TASK -> Search the records for the word "Heol" and pick out every line that has it.

** Opening RECORD EXTRACTS block **

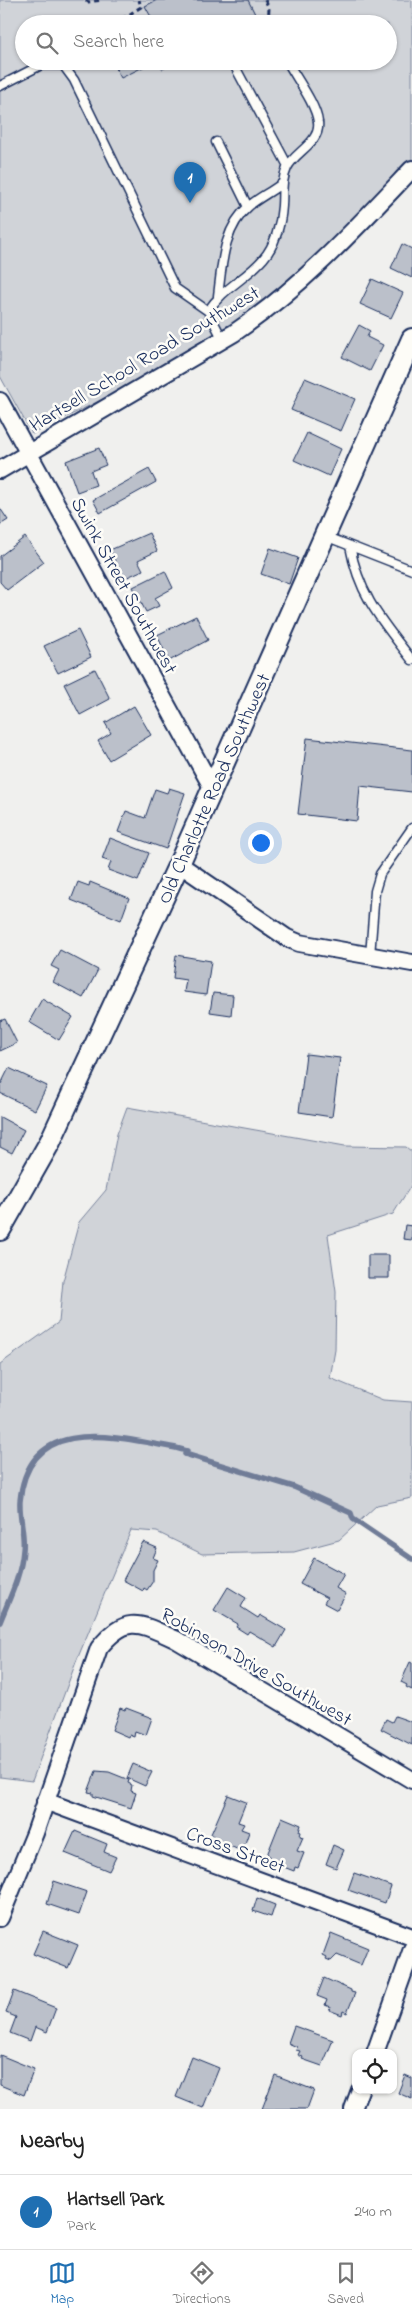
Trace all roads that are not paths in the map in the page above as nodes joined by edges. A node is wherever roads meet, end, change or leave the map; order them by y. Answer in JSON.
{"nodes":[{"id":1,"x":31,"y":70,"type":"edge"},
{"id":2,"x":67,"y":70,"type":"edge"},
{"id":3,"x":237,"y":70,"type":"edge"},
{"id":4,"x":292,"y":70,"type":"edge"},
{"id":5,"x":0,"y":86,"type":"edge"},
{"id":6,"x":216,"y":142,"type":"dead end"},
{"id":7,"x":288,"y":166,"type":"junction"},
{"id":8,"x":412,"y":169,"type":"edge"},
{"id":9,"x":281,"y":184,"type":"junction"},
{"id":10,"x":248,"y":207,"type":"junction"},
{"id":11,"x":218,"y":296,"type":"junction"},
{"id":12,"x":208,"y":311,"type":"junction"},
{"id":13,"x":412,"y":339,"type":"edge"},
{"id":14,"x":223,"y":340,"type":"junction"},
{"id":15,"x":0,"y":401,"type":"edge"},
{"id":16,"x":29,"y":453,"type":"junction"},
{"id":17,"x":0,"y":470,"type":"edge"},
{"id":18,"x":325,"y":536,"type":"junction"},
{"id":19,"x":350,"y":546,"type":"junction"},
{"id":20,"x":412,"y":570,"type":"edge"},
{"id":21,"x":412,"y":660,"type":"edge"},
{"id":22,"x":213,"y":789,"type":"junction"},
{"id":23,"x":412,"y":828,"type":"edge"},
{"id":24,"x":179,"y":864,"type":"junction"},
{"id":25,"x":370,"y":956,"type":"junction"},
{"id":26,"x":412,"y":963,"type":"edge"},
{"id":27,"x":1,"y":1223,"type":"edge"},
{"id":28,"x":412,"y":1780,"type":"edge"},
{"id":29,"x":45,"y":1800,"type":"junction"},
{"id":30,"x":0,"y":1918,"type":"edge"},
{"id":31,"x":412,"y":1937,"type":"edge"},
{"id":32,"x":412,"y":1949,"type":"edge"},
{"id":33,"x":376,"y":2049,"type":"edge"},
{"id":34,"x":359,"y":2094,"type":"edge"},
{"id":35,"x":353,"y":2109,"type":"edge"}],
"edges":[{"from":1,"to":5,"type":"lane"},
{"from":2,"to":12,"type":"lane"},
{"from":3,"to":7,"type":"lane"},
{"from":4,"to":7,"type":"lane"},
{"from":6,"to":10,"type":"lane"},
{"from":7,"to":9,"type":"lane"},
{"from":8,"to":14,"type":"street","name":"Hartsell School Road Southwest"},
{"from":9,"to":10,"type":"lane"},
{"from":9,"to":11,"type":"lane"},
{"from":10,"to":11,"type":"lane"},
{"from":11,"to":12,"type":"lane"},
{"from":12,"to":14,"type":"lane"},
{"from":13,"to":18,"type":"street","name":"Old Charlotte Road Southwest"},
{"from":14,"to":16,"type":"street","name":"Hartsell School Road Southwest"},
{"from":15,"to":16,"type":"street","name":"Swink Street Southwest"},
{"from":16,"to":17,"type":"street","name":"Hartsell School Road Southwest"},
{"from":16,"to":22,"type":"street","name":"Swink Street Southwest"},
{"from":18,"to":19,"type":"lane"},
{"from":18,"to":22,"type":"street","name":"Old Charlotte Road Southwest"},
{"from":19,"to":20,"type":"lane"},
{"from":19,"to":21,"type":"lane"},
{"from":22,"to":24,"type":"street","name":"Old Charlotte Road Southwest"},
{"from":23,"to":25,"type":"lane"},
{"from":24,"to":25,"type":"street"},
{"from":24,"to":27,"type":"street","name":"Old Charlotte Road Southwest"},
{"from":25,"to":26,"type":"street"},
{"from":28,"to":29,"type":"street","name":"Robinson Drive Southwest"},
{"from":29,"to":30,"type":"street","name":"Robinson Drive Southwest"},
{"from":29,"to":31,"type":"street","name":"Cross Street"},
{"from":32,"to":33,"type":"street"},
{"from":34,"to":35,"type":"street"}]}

** Closing RECORD EXTRACTS block **
** Opening RECORD EXTRACTS block **

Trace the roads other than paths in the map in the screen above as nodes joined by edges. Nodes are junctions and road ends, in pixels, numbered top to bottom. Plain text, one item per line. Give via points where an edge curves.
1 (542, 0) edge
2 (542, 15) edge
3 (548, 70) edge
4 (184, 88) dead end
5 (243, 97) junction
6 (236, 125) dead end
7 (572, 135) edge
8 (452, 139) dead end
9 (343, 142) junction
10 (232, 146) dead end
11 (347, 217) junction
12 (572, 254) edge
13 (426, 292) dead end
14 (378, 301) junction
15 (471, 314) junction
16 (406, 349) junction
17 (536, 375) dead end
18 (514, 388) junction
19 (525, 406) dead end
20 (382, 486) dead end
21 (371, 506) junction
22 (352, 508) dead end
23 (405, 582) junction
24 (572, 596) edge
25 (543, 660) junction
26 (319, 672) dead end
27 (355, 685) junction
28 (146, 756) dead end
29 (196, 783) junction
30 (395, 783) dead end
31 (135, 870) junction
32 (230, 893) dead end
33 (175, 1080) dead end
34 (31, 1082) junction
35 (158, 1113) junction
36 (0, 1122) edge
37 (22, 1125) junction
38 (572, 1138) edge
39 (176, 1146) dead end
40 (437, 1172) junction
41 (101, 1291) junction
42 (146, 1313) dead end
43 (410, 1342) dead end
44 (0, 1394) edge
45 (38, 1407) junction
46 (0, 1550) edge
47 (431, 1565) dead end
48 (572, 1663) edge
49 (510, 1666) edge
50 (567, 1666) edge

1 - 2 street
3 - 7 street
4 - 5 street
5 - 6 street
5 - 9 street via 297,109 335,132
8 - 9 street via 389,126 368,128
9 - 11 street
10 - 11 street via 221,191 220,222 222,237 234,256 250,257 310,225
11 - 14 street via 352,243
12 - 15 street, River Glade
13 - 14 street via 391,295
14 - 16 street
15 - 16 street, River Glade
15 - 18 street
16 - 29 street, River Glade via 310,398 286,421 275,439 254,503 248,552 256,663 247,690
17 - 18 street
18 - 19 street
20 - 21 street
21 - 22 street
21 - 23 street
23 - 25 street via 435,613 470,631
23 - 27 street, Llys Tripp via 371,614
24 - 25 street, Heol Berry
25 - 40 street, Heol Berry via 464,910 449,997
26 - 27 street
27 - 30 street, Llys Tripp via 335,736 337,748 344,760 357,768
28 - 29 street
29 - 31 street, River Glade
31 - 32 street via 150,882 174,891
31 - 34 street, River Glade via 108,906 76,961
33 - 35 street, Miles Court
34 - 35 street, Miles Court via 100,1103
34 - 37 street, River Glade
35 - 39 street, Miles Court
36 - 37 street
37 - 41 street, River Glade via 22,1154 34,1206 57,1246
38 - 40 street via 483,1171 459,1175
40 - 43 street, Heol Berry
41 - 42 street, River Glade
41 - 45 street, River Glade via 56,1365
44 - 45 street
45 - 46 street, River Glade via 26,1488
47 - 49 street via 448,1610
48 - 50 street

** Closing RECORD EXTRACTS block **

SOLUTION TO THE PROBLEM ->
24 - 25 street, Heol Berry
25 - 40 street, Heol Berry via 464,910 449,997
40 - 43 street, Heol Berry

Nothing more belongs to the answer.